As is common practice, the agency assigned a docket number for the petition, FDA-2022-P-0149. The docket’s website allows interested parties to track the issue.
‘Unnoticed’ abuse
There have been rising concerns about risks and abuse of gabapentin in recent years. In its petition, Public Citizen noted that the United Kingdom and several U.S. states have already sought tighter control of gabapentin prescriptions.
In 2019, the United Kingdom announced it would reclassify both pregabalin and gabapentin as class C controlled substances because of the rising numbers of deaths linked to the drugs.
As of November 2020, seven states – Alabama, Kentucky, Michigan, North Dakota, Tennessee, Virginia, and West Virginia – had classified gabapentin as a schedule V drug, while another 12 states required prescription monitoring of the drug, Public Citizen noted.
In 2018, researchers at the University of Louisville, Kentucky, a state that has been hit particularly hard by the opioid crisis, tried to draw more attention to the risks of gabapentin.
“Amid the opioid epidemic, abuse of a different prescription painkiller has widely gone unnoticed,” the University said in a press release at the time.
The release highlighted a study led by Rachel Vickers Smith, PhD, assistant professor in the University of Louisville School of Nursing that was published in Psychology of Addictive Behaviors.
It included 33 individuals who reported recent recreational use of gabapentin. Use of the drug was combined with buprenorphine, other opioids, cocaine, and caffeine to produce effects such as muscle relaxation, pain reduction, sleep induction, feeling drunk, and feeling “high.”

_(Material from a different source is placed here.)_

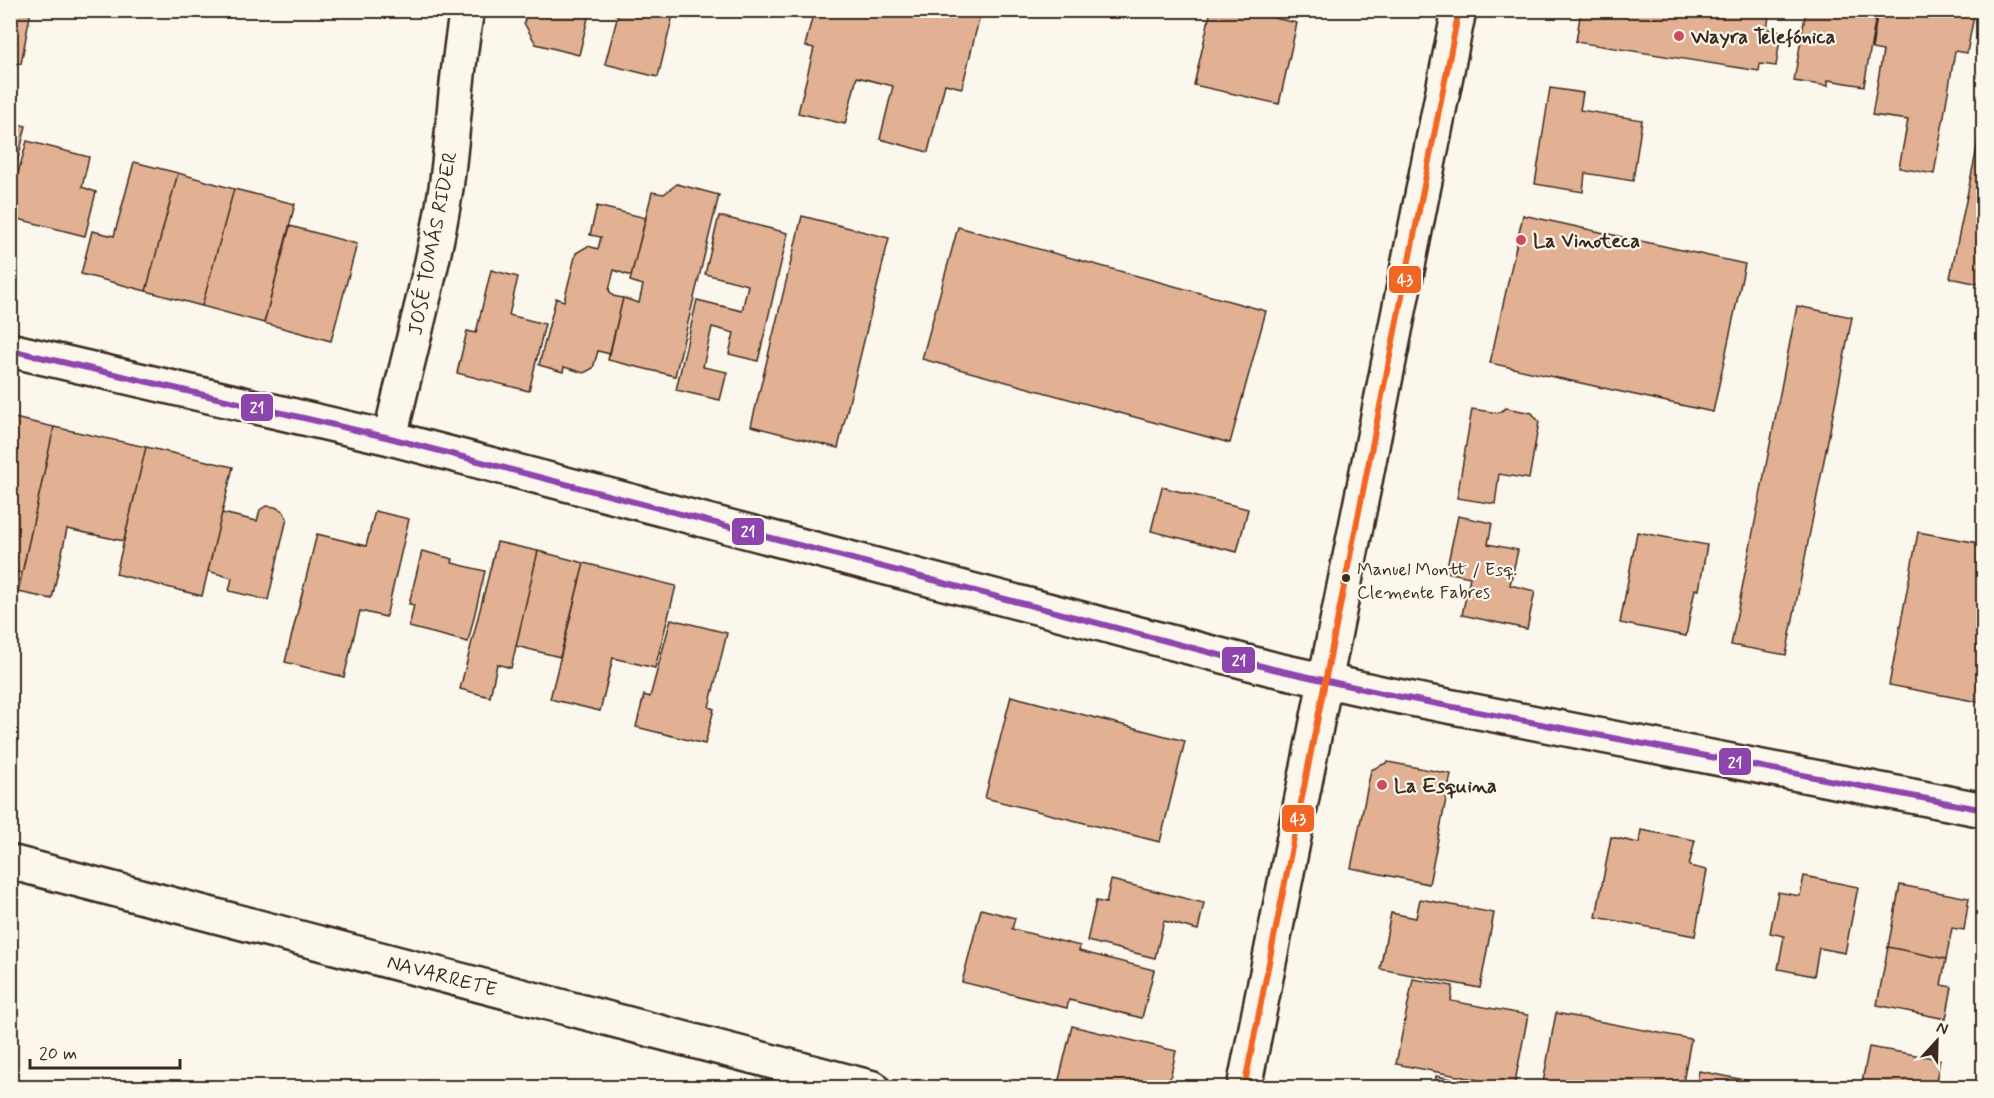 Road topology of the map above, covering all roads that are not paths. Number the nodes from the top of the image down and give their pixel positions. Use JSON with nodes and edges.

In the press release, Dr. Vickers Smith said individuals who abuse gabapentin often mix it with opioids, marijuana, cocaine, and opioid treatment medication, compounding side effects to the central nervous system that include euphoria and sedation.
In addition, some individuals who primarily abused opioid pain medication have turned to gabapentin after law-enforcement actions made it more difficult to obtain prescription opioids, she noted.
“People are looking for other drugs to substitute for opioids, and gabapentin has filled that place for some,” Dr. Vickers Smith said. “Some have said it gives them a high similar to opioids.”
FDA 2019 warning
In 2019, the FDA issued a warning about serious breathing difficulties associated with gabapentin and pregabalin in patients with respiratory risk factors.
These factors include opioid use and other drugs that depress the central nervous system, as well as conditions such as chronic obstructive pulmonary disease that reduce lung function. Older patients are also at higher risk, the FDA said.
The agency noted that gabapentinoids are often co-prescribed with opioids for for medical conditions and abused in combination with opioids. Data collected in 2016 from an office-based physician survey showed 14% of patient encounters involving gabapentin also involved opioids, the FDA said.
“Our evaluation shows that the use of these medicines, often referred to as gabapentinoids, has been growing for prescribed medical use, as well as misuse and abuse,” the agency said in its 2019 alert.
A version of this article first appeared on Medscape.com.